======== DATA EXCERPTS
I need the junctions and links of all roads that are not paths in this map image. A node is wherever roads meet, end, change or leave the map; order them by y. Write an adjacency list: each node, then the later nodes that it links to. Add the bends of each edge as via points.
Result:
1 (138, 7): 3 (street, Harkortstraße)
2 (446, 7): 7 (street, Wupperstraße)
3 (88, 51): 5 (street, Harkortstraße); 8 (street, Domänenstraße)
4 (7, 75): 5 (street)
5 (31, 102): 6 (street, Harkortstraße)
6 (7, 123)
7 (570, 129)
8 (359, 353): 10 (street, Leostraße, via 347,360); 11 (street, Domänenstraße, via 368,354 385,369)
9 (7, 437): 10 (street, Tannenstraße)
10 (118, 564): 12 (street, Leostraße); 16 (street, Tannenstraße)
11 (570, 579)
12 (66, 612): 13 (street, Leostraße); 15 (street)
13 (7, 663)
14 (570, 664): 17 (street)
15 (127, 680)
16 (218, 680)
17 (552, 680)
================
======== DATA EXCERPTS
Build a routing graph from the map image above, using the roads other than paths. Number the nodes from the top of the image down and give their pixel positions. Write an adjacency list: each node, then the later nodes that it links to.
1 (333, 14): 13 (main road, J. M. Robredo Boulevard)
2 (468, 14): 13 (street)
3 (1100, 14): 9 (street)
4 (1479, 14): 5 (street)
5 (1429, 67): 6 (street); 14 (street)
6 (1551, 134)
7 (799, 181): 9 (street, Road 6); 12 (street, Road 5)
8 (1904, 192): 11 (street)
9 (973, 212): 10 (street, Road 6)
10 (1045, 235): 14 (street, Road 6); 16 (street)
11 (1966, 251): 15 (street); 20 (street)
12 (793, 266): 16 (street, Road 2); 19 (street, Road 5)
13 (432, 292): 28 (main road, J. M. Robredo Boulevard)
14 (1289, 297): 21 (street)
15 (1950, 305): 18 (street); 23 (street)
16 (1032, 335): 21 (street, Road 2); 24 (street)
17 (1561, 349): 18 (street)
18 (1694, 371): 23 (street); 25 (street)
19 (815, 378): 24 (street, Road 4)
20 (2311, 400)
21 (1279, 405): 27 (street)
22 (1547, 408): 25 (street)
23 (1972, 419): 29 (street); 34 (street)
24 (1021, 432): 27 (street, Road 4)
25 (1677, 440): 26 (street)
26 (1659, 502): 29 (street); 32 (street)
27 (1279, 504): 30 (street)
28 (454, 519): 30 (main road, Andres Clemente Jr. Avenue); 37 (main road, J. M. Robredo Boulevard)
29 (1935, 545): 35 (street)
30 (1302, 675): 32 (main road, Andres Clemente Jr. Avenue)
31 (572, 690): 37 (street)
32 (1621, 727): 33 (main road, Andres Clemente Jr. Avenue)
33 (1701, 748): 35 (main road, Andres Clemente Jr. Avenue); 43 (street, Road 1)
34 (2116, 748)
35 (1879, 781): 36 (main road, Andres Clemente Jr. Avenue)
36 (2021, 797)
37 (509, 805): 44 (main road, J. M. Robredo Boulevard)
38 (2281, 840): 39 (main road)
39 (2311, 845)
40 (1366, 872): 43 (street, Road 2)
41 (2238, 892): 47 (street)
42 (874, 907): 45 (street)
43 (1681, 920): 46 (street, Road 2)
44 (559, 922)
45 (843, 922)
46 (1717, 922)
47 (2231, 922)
================
======== DATA EXCERPTS
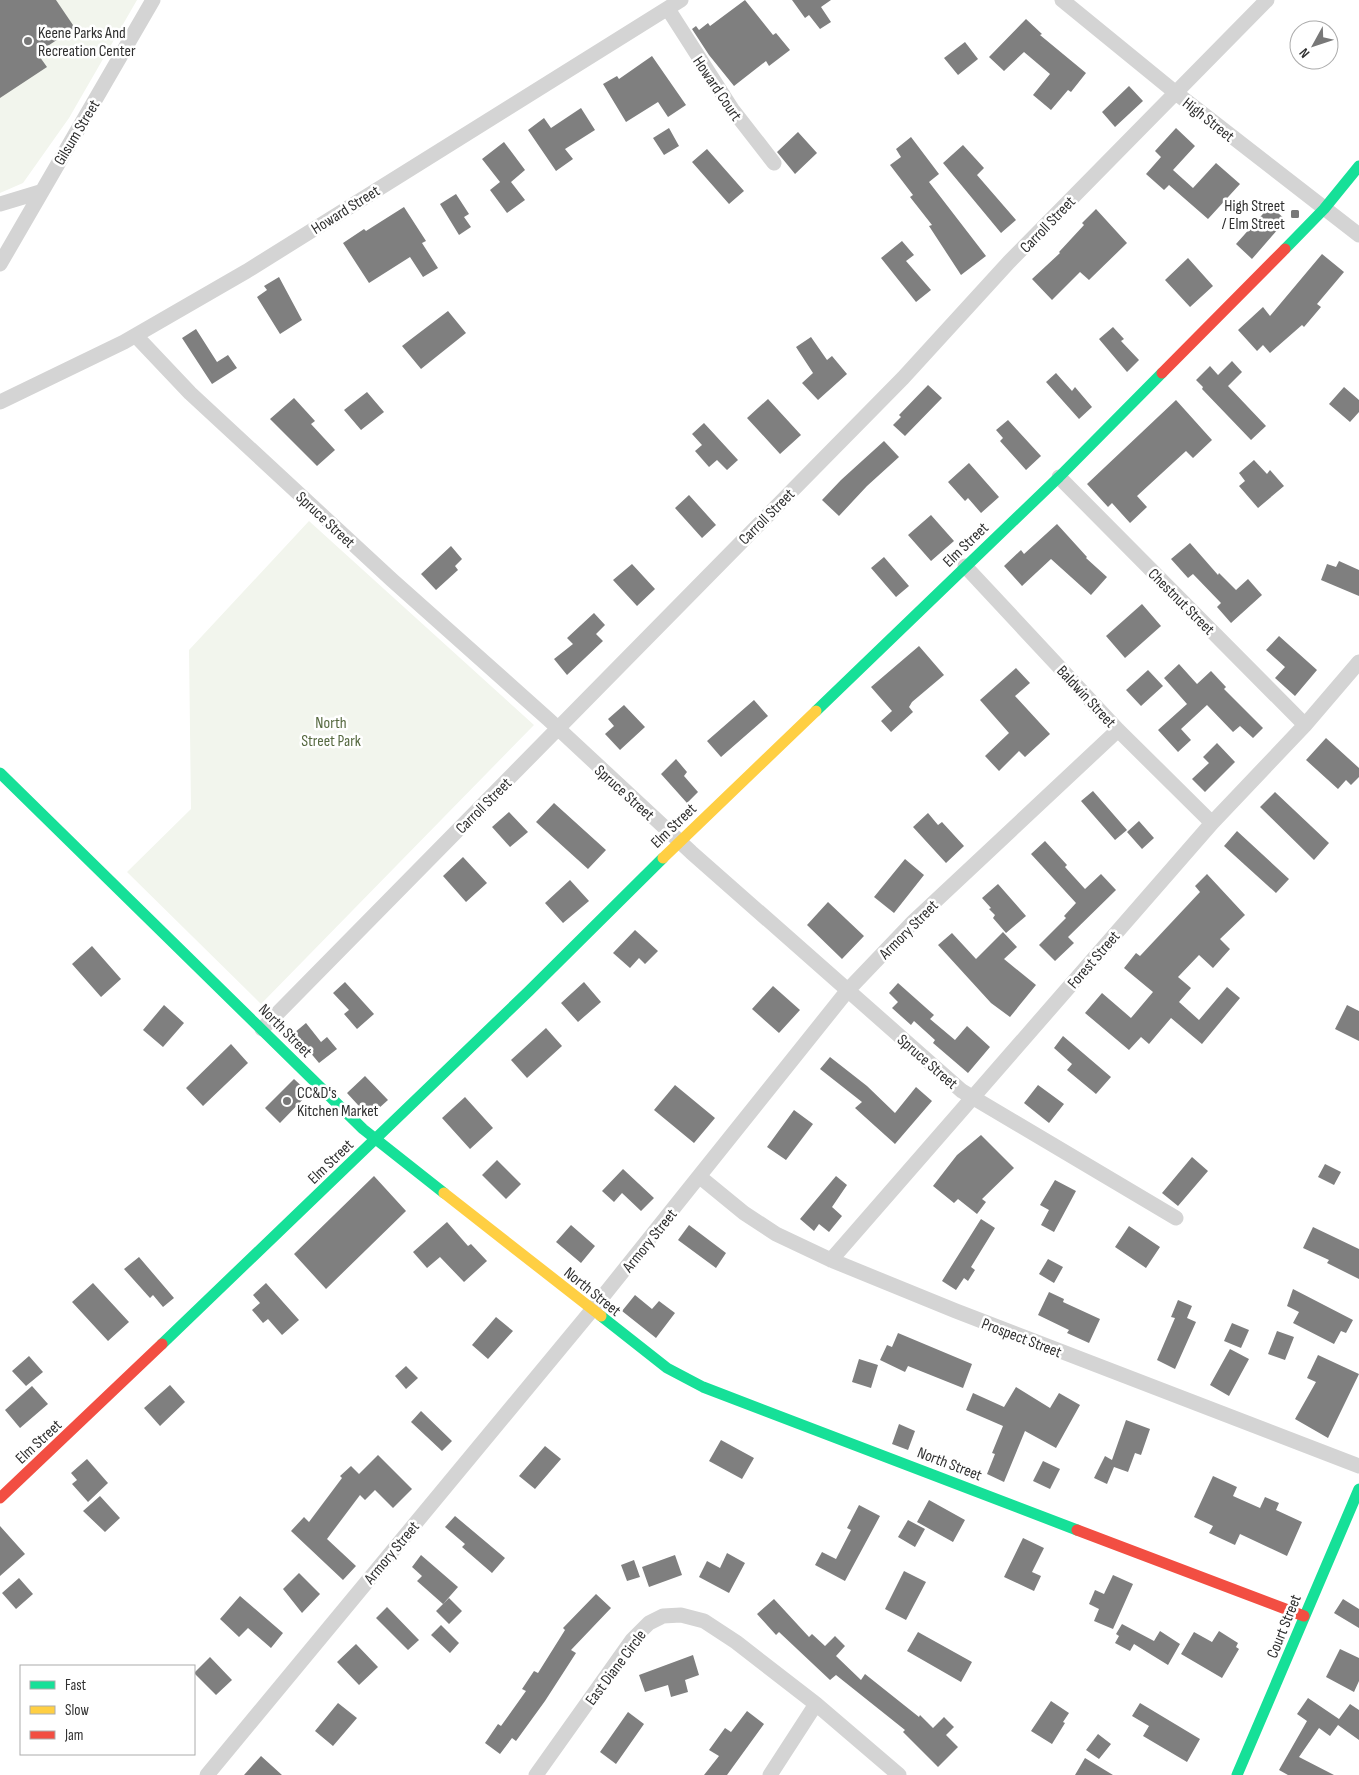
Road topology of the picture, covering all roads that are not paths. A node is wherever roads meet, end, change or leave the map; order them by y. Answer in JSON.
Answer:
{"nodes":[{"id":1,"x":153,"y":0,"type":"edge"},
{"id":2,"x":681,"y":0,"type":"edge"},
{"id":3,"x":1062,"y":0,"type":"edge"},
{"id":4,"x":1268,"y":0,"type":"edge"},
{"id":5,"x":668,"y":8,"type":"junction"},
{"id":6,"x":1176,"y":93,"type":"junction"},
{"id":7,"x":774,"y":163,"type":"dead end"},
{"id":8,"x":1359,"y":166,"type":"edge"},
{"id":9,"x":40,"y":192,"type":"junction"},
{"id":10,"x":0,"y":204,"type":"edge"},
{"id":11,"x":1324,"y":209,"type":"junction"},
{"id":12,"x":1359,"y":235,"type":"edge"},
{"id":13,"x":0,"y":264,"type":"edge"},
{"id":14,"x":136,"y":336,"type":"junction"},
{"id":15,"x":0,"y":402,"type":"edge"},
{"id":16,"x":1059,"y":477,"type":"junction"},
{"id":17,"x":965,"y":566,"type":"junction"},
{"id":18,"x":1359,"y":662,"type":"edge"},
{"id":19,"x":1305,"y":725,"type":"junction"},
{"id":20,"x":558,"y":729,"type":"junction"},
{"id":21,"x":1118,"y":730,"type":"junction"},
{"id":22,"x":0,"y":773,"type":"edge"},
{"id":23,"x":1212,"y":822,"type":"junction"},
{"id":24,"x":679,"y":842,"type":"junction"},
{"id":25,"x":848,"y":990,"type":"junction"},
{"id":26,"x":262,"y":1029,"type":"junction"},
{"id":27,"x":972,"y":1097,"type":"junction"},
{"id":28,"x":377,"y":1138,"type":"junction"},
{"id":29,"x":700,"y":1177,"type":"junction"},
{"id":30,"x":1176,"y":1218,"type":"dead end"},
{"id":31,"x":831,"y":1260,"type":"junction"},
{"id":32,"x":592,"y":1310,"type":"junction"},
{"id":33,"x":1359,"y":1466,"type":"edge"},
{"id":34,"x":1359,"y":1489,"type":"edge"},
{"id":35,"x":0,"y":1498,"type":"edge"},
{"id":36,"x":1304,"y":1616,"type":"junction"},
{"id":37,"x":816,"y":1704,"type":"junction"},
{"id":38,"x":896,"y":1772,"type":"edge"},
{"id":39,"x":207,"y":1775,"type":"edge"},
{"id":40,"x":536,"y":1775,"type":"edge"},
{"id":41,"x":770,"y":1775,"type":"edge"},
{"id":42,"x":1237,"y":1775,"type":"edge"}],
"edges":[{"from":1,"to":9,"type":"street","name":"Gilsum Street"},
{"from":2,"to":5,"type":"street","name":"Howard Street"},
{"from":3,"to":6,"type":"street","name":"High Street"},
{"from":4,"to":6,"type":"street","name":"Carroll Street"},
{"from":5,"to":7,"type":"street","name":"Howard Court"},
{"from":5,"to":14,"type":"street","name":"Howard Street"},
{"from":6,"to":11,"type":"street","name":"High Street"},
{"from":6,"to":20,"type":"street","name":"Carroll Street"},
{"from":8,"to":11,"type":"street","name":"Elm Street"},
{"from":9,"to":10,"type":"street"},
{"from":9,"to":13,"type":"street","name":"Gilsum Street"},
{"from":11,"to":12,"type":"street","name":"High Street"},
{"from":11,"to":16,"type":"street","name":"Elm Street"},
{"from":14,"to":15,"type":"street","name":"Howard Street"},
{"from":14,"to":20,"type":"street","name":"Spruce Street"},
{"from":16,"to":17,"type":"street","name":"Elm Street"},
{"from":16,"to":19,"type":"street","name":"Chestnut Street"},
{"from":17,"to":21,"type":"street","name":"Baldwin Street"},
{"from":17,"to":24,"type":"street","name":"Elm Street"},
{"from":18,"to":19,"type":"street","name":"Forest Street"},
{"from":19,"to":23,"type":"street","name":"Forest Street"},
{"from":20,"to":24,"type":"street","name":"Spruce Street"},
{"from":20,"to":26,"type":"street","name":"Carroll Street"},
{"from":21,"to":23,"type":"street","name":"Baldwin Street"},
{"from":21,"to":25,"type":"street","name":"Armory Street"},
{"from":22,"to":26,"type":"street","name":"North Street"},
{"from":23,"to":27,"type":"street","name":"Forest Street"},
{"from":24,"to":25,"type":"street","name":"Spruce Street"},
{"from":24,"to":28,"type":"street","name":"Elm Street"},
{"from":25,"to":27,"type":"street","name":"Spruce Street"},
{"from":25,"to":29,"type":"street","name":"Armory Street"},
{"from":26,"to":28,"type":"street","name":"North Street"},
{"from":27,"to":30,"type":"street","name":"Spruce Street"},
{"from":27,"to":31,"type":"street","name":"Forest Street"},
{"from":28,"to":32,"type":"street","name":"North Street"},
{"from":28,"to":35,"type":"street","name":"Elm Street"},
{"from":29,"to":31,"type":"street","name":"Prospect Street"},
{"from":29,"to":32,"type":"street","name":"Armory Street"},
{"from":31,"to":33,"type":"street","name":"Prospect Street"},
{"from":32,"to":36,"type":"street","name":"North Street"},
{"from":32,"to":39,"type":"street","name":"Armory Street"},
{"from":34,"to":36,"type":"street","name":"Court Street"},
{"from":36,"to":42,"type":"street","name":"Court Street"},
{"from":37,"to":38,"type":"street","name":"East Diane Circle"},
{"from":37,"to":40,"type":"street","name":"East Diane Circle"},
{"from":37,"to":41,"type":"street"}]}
================
* [PROBLEM REQUIREMENTS]
Using the records above, find and show each line with the string "them".

* [SOLUTION]
I need the junctions and links of all roads that are not paths in this map image. A node is wherever roads meet, end, change or leave the map; order them by y. Write an adjacency list: each node, then the later nodes that it links to. Add the bends of each edge as via points.
Road topology of the picture, covering all roads that are not paths. A node is wherever roads meet, end, change or leave the map; order them by y. Answer in JSON.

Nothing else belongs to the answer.